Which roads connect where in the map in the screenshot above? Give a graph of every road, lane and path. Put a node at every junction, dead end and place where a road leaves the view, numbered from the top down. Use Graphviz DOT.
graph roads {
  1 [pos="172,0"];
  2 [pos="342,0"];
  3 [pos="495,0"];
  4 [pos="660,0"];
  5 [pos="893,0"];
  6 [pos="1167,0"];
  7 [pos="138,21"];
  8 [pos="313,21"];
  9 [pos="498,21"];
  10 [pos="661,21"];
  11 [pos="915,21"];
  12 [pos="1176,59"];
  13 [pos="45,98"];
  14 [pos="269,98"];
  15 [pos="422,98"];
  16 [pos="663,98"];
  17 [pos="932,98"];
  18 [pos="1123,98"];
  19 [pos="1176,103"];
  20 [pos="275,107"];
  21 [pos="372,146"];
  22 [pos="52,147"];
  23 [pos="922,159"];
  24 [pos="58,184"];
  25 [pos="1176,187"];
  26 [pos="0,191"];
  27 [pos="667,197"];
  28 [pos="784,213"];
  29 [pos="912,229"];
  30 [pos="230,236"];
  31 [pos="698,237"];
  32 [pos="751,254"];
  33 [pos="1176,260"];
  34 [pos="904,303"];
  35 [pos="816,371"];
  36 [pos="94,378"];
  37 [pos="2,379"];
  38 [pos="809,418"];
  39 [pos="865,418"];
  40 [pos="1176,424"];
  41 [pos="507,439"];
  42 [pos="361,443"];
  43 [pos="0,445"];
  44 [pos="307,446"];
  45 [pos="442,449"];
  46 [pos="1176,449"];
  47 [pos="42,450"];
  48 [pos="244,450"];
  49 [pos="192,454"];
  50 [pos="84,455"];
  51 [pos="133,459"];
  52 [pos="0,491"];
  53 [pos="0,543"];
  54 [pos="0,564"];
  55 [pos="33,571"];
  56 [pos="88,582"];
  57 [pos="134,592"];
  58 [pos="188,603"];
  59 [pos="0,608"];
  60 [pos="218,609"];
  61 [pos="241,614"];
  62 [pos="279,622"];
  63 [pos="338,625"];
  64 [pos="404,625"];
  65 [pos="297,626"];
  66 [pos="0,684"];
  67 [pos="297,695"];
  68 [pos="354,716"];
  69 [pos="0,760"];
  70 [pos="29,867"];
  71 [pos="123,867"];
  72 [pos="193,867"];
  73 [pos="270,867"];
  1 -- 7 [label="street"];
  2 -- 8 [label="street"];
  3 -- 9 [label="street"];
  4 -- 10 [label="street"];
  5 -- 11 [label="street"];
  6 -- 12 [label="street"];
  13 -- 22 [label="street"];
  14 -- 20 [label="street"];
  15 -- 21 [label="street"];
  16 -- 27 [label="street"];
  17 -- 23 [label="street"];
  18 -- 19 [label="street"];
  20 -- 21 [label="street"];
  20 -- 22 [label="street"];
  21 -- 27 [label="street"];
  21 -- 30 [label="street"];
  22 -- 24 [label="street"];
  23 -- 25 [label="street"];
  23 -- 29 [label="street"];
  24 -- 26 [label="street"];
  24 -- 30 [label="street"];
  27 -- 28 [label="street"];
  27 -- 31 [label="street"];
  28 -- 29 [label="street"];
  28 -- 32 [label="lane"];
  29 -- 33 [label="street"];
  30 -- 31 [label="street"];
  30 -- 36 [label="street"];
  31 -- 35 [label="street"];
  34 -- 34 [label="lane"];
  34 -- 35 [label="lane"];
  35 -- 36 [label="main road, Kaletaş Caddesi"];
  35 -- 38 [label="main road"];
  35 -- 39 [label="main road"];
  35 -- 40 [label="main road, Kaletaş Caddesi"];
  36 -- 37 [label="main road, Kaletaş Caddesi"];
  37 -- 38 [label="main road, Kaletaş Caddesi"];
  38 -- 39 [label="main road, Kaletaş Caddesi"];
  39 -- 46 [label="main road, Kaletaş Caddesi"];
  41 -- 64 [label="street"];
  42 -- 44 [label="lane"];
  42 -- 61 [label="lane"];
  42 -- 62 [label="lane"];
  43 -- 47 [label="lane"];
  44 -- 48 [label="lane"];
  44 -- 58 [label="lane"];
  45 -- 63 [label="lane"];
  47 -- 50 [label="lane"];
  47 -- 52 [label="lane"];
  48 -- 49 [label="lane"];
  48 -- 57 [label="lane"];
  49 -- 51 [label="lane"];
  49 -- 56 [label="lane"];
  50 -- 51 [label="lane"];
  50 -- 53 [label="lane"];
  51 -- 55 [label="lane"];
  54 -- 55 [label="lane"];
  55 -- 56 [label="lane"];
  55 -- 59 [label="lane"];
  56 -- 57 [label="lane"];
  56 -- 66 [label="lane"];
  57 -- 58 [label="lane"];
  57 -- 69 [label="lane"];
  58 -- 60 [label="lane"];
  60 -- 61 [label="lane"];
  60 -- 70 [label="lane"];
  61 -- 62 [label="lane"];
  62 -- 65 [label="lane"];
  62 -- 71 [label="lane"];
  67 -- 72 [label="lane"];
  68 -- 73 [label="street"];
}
---
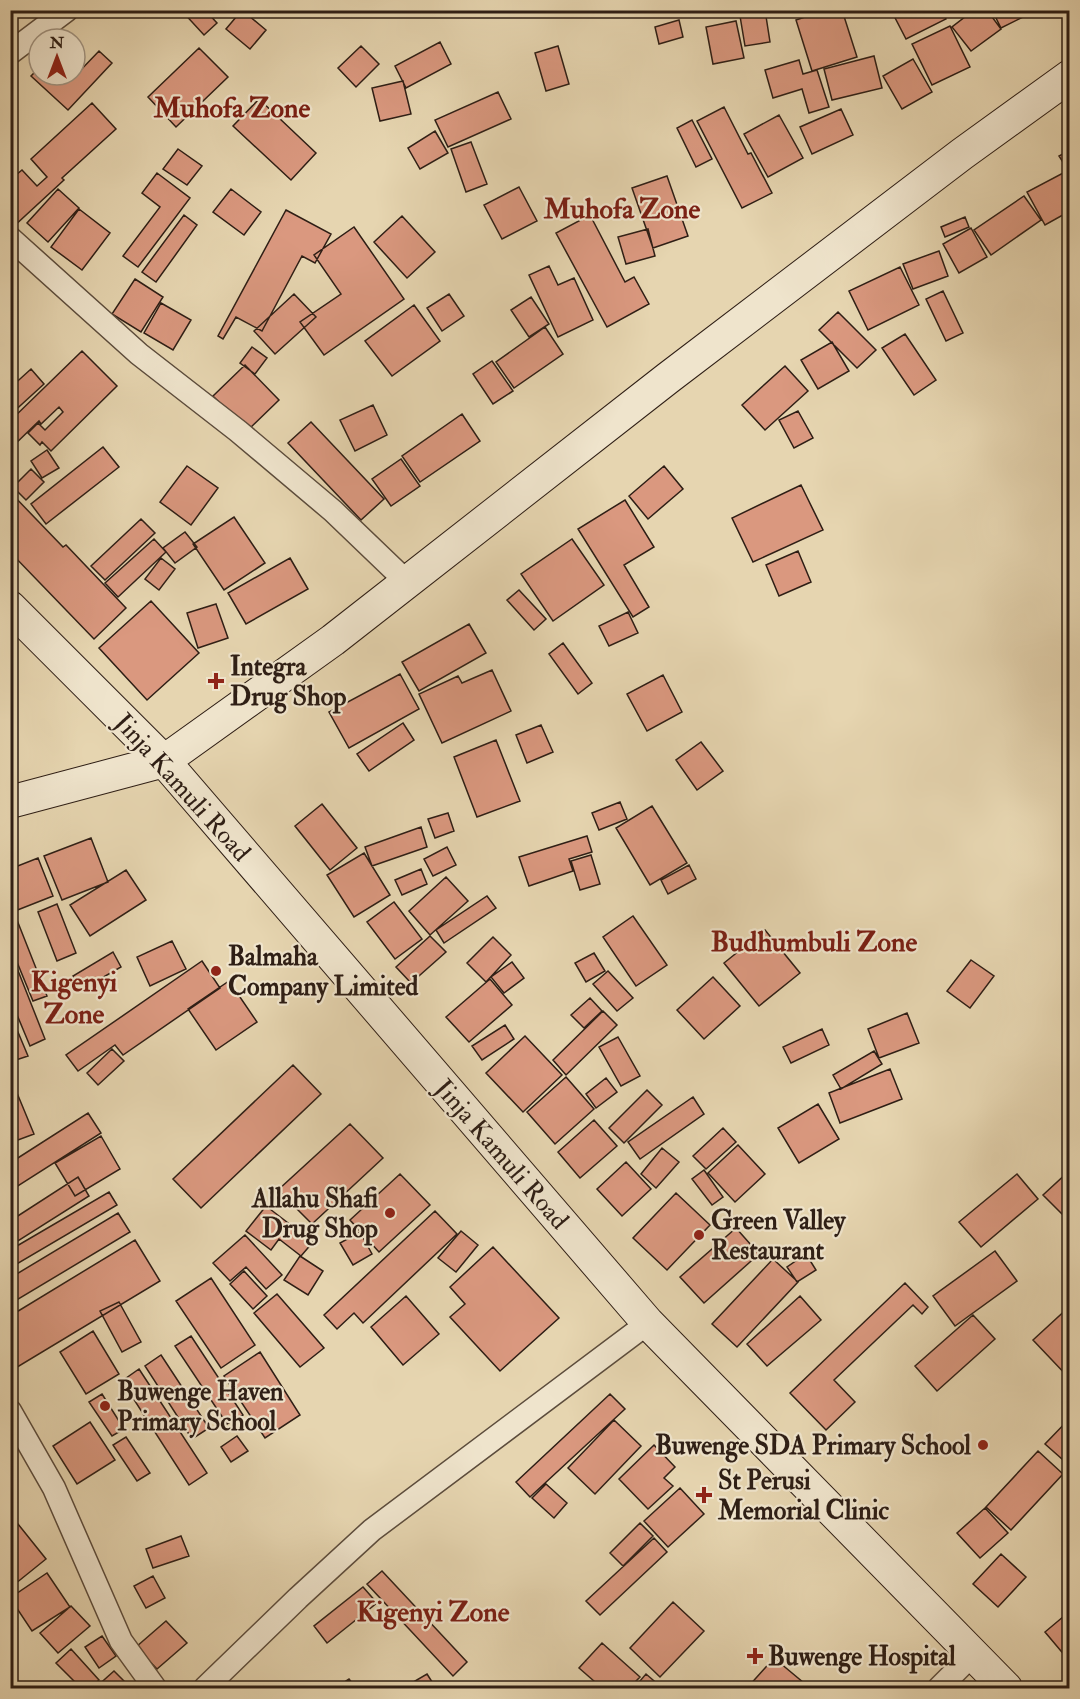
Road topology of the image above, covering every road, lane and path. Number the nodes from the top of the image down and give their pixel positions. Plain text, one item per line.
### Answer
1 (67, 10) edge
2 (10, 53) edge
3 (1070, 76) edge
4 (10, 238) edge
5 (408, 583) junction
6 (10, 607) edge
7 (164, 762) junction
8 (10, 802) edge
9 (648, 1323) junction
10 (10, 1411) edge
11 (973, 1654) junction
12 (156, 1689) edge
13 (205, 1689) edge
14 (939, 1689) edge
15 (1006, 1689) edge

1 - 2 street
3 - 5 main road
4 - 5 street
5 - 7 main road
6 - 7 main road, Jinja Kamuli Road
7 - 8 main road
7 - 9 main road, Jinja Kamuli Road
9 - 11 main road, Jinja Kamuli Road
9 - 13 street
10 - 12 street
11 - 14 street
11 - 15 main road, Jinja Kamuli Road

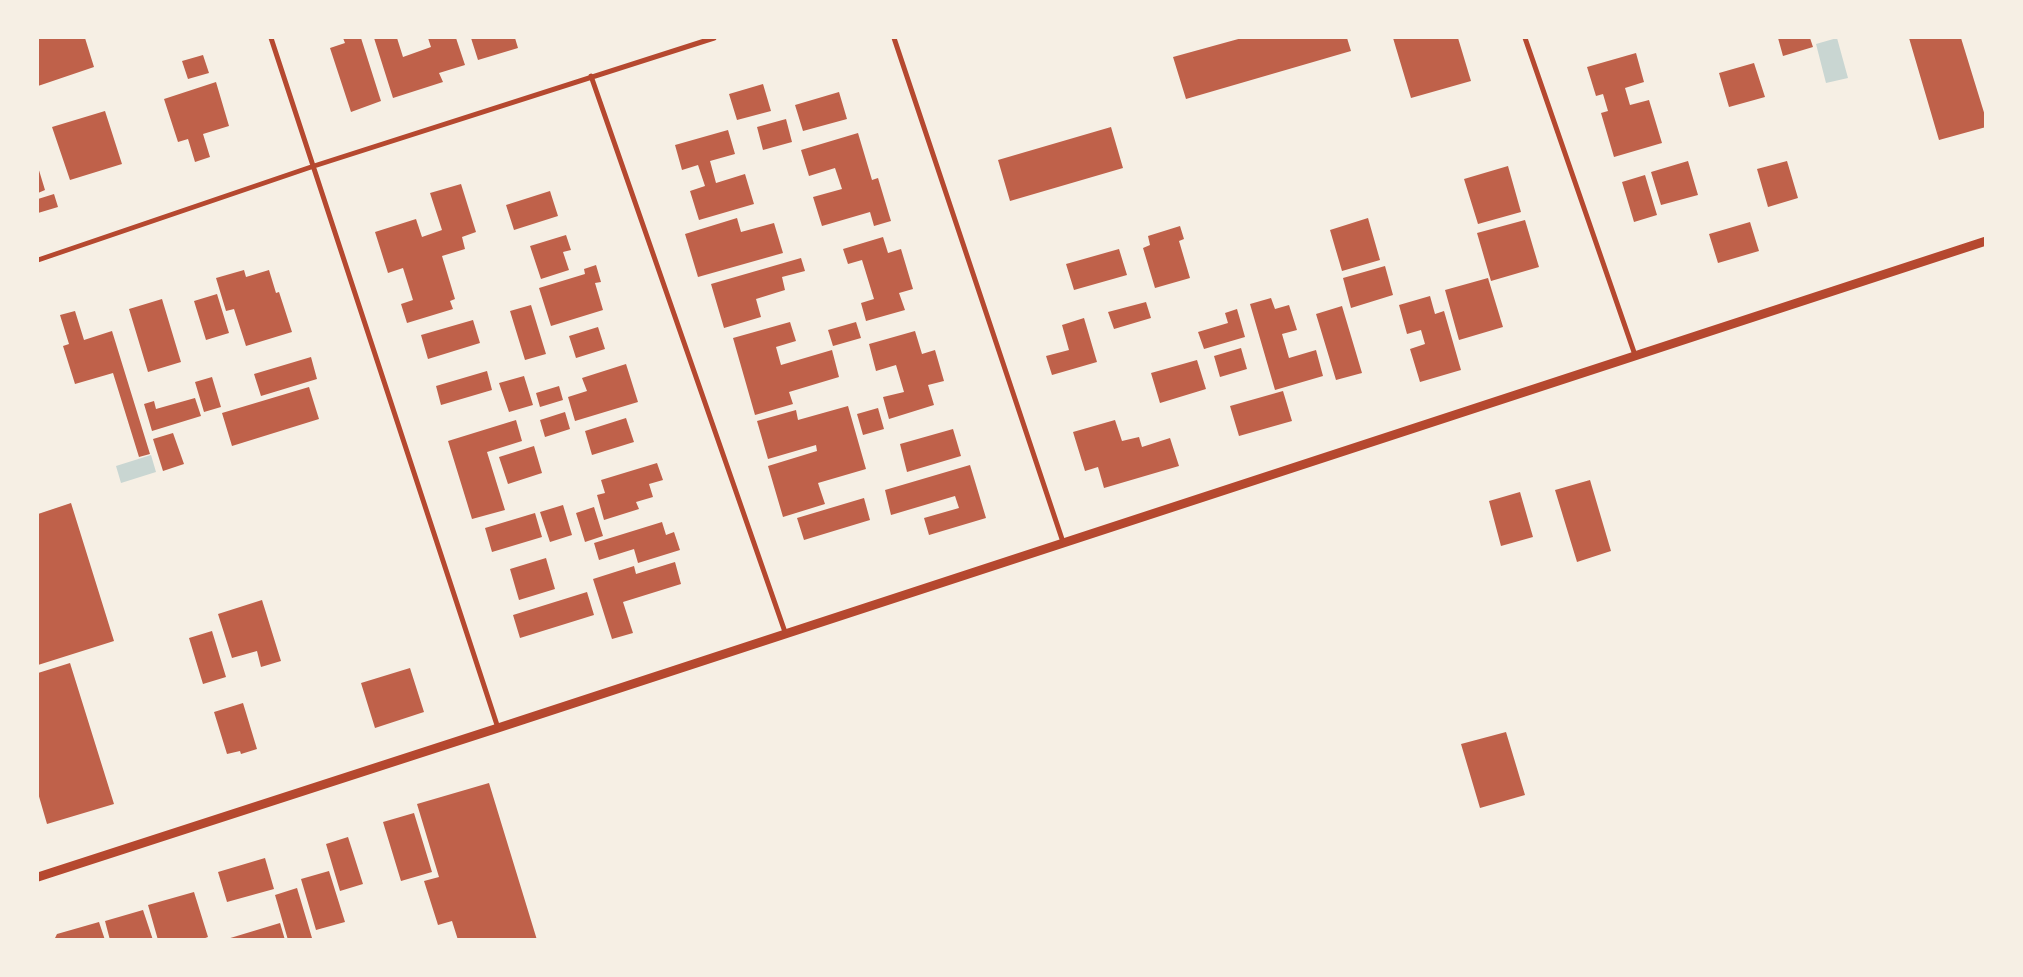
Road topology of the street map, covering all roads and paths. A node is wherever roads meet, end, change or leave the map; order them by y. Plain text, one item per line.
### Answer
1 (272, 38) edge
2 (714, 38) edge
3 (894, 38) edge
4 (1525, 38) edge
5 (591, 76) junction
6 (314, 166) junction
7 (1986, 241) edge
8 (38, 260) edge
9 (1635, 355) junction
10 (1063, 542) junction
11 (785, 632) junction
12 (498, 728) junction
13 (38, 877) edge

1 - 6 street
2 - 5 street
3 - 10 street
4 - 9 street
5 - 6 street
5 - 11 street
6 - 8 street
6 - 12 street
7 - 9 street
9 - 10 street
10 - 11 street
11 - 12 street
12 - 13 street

◆ REQUIREMENT ◆
Collect the lines of the data that carry the word "item".

◆ TASK RESULT ◆
Road topology of the image above, covering every road, lane and path. Number the nodes from the top of the image down and give their pixel positions. Plain text, one item per line.
Road topology of the street map, covering all roads and paths. A node is wherever roads meet, end, change or leave the map; order them by y. Plain text, one item per line.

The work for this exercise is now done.